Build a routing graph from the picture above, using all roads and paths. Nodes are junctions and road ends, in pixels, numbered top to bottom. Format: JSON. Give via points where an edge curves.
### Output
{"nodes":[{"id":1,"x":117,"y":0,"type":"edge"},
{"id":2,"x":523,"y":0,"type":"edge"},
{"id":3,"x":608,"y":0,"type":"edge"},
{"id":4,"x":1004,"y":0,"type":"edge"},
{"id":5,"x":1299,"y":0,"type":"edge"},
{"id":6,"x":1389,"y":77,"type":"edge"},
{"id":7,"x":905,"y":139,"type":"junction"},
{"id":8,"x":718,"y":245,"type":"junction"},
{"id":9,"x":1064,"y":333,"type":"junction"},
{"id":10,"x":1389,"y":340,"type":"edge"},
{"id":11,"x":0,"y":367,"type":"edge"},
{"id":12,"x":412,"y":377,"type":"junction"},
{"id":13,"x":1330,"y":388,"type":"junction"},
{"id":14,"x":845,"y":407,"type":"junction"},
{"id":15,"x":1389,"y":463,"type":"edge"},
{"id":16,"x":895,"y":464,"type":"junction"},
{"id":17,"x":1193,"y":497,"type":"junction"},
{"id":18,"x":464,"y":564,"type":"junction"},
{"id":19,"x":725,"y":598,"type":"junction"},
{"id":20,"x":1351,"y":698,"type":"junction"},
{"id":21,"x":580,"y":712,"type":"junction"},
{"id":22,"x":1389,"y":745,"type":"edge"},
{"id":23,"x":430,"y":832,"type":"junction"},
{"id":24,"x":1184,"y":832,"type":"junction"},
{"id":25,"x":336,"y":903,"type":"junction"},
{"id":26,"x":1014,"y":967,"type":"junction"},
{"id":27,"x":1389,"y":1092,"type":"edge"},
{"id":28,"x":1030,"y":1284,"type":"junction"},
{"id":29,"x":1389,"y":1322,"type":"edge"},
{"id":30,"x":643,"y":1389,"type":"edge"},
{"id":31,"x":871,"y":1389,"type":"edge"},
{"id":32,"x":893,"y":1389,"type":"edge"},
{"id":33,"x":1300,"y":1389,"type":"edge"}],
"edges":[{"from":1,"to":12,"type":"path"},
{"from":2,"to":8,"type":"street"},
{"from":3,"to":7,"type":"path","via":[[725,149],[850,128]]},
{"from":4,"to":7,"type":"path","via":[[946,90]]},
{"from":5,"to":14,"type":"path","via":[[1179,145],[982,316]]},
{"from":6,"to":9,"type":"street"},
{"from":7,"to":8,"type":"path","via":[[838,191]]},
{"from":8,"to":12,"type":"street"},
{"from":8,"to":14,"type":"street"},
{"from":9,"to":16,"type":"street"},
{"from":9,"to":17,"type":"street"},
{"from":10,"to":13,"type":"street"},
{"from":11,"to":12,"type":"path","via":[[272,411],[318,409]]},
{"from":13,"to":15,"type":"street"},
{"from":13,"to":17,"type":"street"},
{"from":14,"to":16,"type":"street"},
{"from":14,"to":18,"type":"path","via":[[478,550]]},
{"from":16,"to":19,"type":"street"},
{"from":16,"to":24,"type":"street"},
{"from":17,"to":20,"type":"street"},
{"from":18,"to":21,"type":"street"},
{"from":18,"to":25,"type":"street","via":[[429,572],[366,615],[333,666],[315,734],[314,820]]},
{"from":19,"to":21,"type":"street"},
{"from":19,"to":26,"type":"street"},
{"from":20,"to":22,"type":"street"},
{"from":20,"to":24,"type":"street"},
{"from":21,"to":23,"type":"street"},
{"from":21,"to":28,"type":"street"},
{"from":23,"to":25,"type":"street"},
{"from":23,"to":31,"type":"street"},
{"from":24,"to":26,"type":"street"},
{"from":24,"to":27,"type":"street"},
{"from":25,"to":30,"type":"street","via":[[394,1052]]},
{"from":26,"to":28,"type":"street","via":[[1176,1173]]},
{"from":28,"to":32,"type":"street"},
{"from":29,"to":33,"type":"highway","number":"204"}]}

--

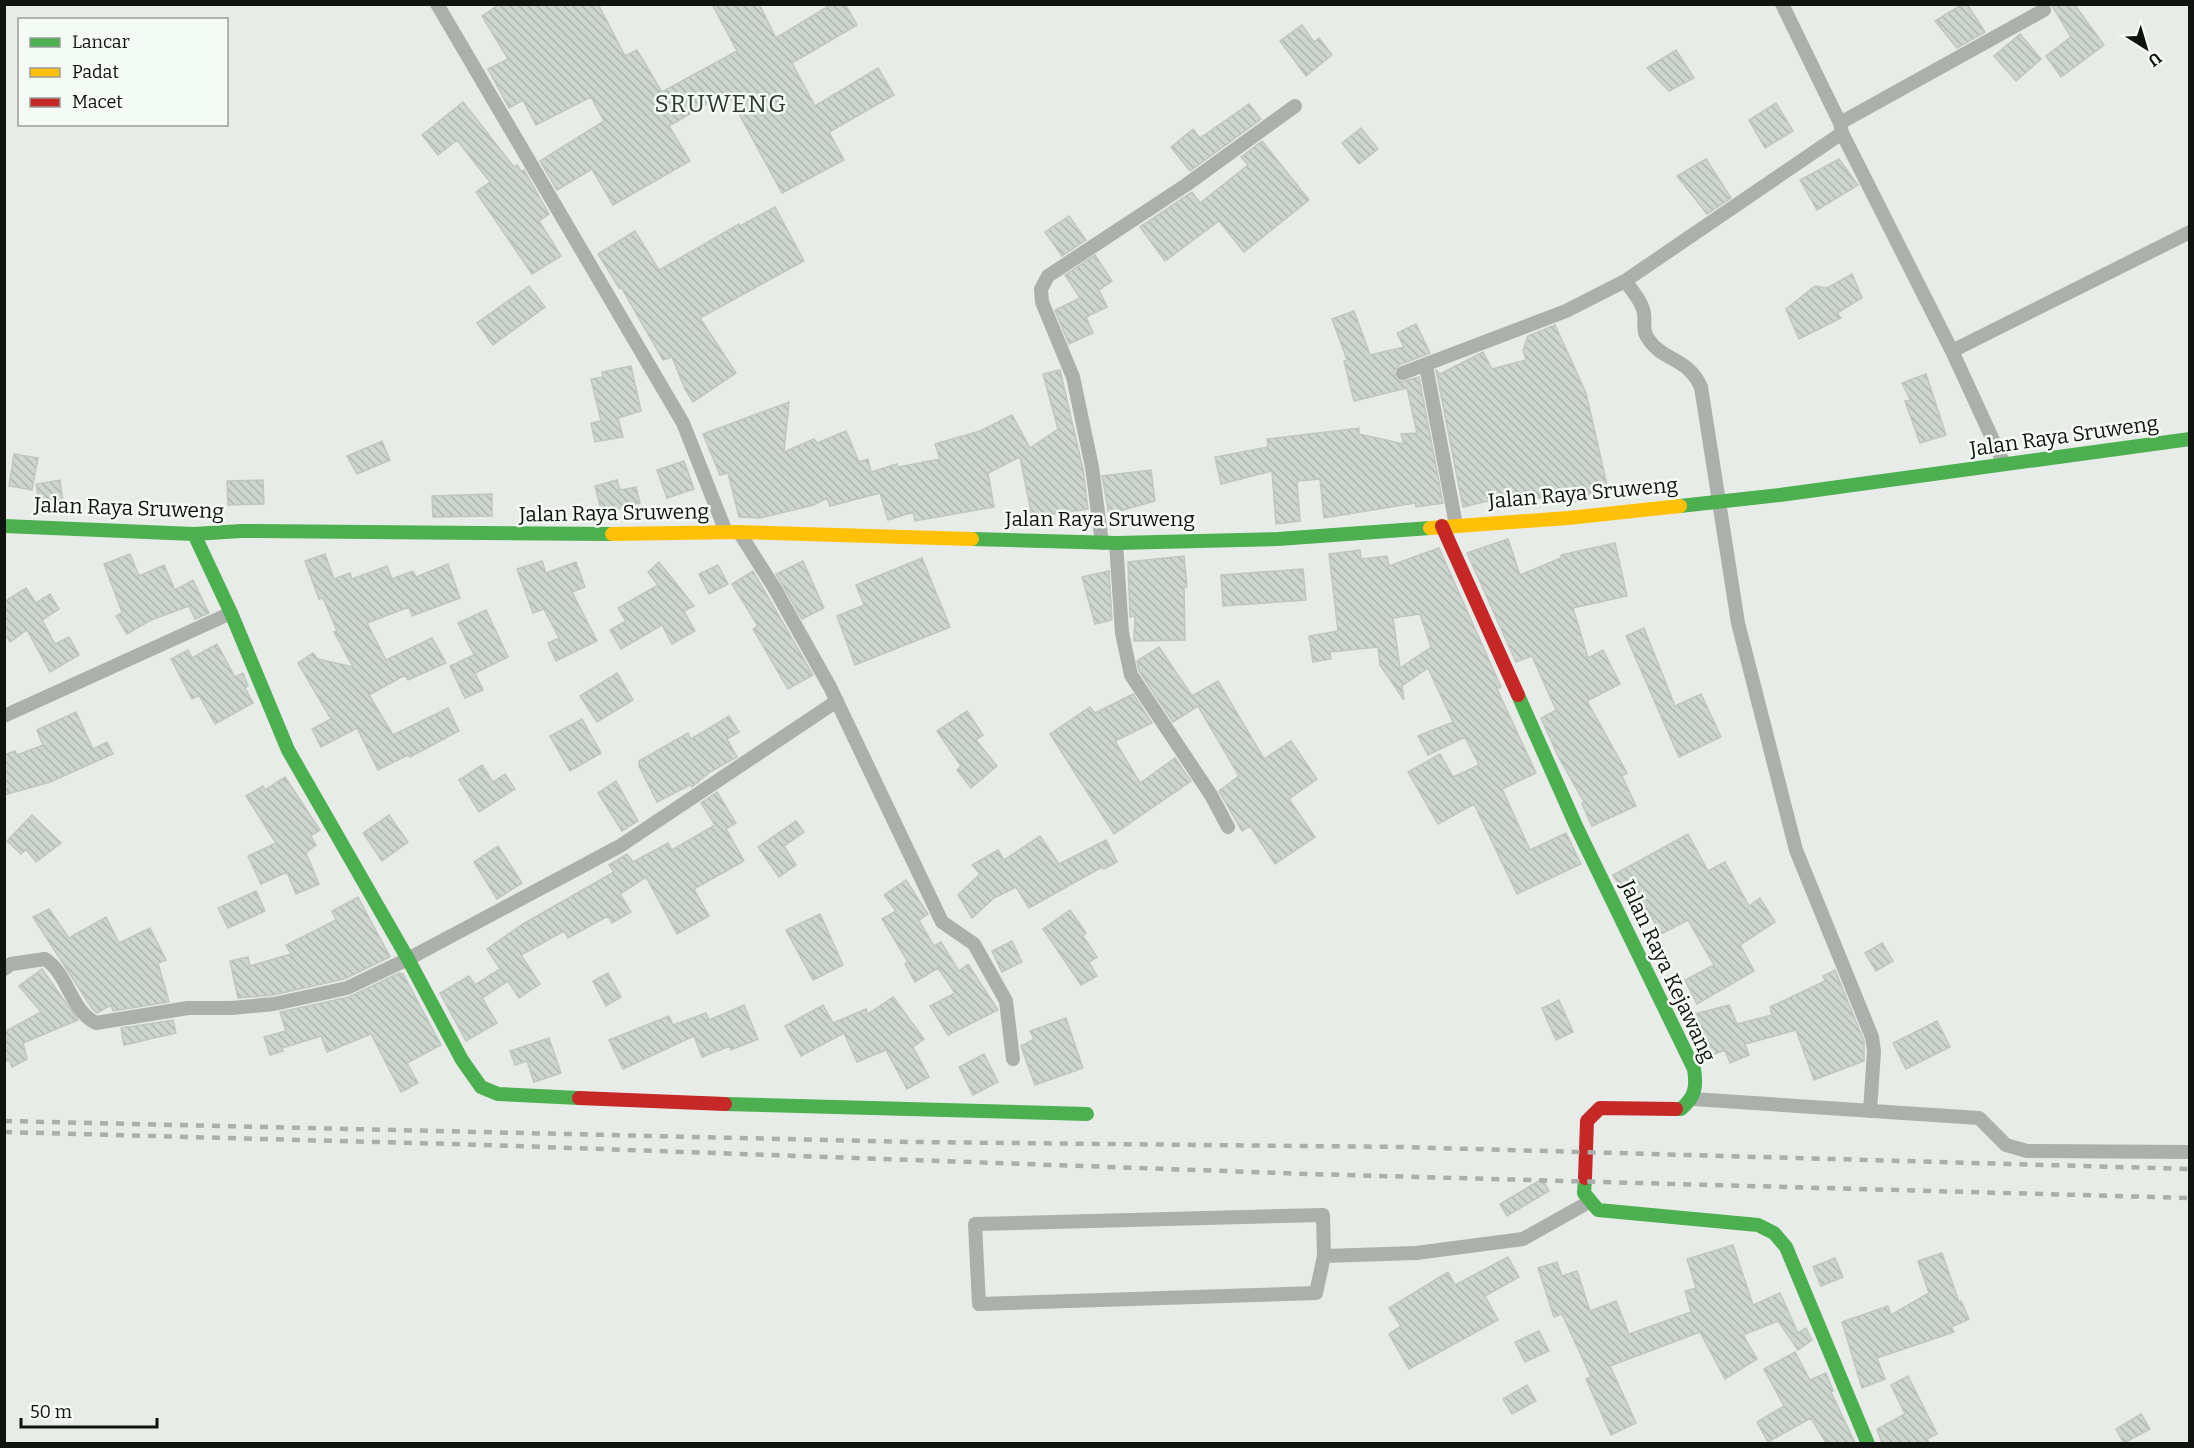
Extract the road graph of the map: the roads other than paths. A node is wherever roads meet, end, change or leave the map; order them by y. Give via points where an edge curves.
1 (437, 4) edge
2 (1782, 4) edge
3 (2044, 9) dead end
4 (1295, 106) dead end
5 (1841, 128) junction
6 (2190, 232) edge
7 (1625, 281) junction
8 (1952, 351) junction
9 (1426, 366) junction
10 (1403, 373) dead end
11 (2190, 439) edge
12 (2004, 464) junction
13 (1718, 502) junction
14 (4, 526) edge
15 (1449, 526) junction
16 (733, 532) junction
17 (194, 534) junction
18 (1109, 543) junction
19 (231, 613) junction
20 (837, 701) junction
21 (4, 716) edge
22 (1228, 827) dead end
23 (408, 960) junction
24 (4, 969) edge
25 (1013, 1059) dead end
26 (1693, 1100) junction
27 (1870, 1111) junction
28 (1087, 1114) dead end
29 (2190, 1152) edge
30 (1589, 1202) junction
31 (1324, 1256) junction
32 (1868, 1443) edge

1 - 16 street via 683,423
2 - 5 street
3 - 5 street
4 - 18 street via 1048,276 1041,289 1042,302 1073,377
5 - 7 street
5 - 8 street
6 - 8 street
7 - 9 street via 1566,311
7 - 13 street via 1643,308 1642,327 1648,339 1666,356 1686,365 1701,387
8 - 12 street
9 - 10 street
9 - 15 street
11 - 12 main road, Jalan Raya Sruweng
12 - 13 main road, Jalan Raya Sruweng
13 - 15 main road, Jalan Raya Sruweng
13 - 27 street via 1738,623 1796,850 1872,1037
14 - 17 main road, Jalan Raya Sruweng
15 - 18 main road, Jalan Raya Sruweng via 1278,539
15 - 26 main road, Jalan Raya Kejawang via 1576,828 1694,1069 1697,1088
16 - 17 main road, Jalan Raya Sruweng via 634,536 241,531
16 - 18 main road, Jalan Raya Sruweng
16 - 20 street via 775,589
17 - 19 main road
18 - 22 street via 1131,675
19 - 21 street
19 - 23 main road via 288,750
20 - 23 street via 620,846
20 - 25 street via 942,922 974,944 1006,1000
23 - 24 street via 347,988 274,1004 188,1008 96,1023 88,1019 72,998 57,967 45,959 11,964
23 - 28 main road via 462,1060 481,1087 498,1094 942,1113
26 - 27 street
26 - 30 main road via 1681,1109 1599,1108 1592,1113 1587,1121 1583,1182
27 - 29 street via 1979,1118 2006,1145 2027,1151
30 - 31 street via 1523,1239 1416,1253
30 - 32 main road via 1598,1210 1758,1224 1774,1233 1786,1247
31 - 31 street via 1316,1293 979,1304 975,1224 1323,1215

Exercise description ▸
Copy each line above containing the string "Sruweng".

Written answer ▸
11 - 12 main road, Jalan Raya Sruweng
12 - 13 main road, Jalan Raya Sruweng
13 - 15 main road, Jalan Raya Sruweng
14 - 17 main road, Jalan Raya Sruweng
15 - 18 main road, Jalan Raya Sruweng via 1278,539
16 - 17 main road, Jalan Raya Sruweng via 634,536 241,531
16 - 18 main road, Jalan Raya Sruweng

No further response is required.